Tuesday, December 8, 2009

Am I Angry or Enraged?

I like to think of anger as a stop sign. It is a signal to us that someone or something has crossed our boundary or violated our values. If we ignore our anger and internalize it we eventually experience it coming out sidways... possibly passive aggressively, making ourselves sick, or a multitude of other avenues.

Anger is the tip of the emotional iceberg. Most of the time is it our defense mechanism rising up to protect us from experiencing deeper feelings... like fear, loss, saddness. That's why I like to call it a stop sign. If we stop and consider, why am I angry? We may get a chance to know ourselves better. We may be able to realize a deeper feeling underneath the anger and address an unresolved issue.

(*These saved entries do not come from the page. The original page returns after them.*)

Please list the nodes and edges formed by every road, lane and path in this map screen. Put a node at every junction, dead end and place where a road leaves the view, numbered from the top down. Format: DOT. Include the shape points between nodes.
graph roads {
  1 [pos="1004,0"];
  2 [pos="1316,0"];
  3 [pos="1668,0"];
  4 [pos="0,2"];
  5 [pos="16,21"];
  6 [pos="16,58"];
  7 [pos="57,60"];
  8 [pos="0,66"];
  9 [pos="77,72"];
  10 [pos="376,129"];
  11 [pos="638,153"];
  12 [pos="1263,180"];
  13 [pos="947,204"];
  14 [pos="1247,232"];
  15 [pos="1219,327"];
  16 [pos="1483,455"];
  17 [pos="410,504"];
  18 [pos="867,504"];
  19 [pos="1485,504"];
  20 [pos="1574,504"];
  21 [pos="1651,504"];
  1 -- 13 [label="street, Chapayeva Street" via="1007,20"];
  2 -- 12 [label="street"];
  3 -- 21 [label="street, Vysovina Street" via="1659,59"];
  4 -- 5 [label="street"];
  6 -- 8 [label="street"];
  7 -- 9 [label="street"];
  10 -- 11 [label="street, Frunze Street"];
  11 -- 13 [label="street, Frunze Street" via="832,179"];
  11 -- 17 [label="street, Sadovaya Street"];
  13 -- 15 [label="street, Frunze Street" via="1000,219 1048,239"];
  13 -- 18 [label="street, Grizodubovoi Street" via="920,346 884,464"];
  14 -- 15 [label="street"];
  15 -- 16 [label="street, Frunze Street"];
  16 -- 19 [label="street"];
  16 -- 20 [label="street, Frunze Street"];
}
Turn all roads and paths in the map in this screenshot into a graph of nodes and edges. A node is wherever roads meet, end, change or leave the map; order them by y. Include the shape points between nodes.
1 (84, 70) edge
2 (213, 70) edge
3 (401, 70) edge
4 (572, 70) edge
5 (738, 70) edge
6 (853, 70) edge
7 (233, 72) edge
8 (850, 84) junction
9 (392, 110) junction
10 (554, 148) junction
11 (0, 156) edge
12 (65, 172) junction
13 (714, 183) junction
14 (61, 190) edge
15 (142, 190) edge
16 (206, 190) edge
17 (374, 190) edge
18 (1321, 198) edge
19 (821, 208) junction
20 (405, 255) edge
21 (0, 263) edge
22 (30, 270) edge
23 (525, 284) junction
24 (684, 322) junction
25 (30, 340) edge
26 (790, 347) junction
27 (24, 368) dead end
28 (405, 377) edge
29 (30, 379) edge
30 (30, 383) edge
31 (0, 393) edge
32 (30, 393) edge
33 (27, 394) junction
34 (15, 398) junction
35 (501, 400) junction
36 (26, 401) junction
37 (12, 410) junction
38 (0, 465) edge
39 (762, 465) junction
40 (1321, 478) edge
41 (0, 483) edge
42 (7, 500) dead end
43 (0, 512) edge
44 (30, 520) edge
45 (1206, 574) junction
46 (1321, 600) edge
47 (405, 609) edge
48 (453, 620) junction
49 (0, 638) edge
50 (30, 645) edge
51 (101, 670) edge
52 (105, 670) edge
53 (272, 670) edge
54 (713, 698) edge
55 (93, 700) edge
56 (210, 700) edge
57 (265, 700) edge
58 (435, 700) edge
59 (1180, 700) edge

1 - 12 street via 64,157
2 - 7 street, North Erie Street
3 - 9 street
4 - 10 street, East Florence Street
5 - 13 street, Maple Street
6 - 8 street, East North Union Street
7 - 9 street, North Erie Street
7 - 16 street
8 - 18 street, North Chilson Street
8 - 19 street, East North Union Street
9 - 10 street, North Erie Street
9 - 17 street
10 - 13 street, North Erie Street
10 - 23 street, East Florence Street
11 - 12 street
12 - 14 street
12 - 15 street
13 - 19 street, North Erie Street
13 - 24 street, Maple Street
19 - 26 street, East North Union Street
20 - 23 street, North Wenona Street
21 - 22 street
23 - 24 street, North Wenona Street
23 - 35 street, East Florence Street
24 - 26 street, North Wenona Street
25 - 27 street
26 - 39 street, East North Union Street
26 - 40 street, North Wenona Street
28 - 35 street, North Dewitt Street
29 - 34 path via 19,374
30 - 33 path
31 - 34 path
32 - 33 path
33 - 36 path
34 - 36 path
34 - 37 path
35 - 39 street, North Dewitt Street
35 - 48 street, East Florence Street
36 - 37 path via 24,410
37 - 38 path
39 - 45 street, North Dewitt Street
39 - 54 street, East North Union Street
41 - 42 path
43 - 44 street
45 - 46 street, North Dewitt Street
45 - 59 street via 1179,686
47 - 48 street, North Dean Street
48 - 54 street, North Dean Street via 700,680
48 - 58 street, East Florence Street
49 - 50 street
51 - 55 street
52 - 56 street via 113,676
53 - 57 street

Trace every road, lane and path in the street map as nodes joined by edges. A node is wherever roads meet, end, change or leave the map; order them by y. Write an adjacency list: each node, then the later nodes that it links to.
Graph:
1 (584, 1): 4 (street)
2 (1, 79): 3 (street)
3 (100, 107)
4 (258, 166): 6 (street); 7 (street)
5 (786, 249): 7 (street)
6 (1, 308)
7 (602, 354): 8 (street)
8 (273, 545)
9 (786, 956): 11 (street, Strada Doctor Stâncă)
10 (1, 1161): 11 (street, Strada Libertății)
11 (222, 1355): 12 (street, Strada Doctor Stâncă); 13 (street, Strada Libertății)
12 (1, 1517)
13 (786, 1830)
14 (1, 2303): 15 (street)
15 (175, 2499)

There is another form... rage. Rage is very different from anger. Rage is not a response to a current boundary incursion or value violation. Rage is a response to a trigger from the past. When we react toward current events with rage we are reacting to something that happened long ago that has remained unresolved.

Rage feels different than anger. It rises us from the depths of our toes, it burns like a fire, we feel it bubble and boil in our guts. Rage causes us to react with a 10 when a 2 is appropriate. Rage is a signal that we have been triggered and have an unresolved issue that needs attention.

Anger has a place in relationships. When we are angry we can take some time to think about our situation, figure out why we feel the way we do, then choose to do something about it.

Rage has no place in relationships. Rage is a destructive force that injures both parties causing resentment and bitterness over time. Rage is a form of abuse.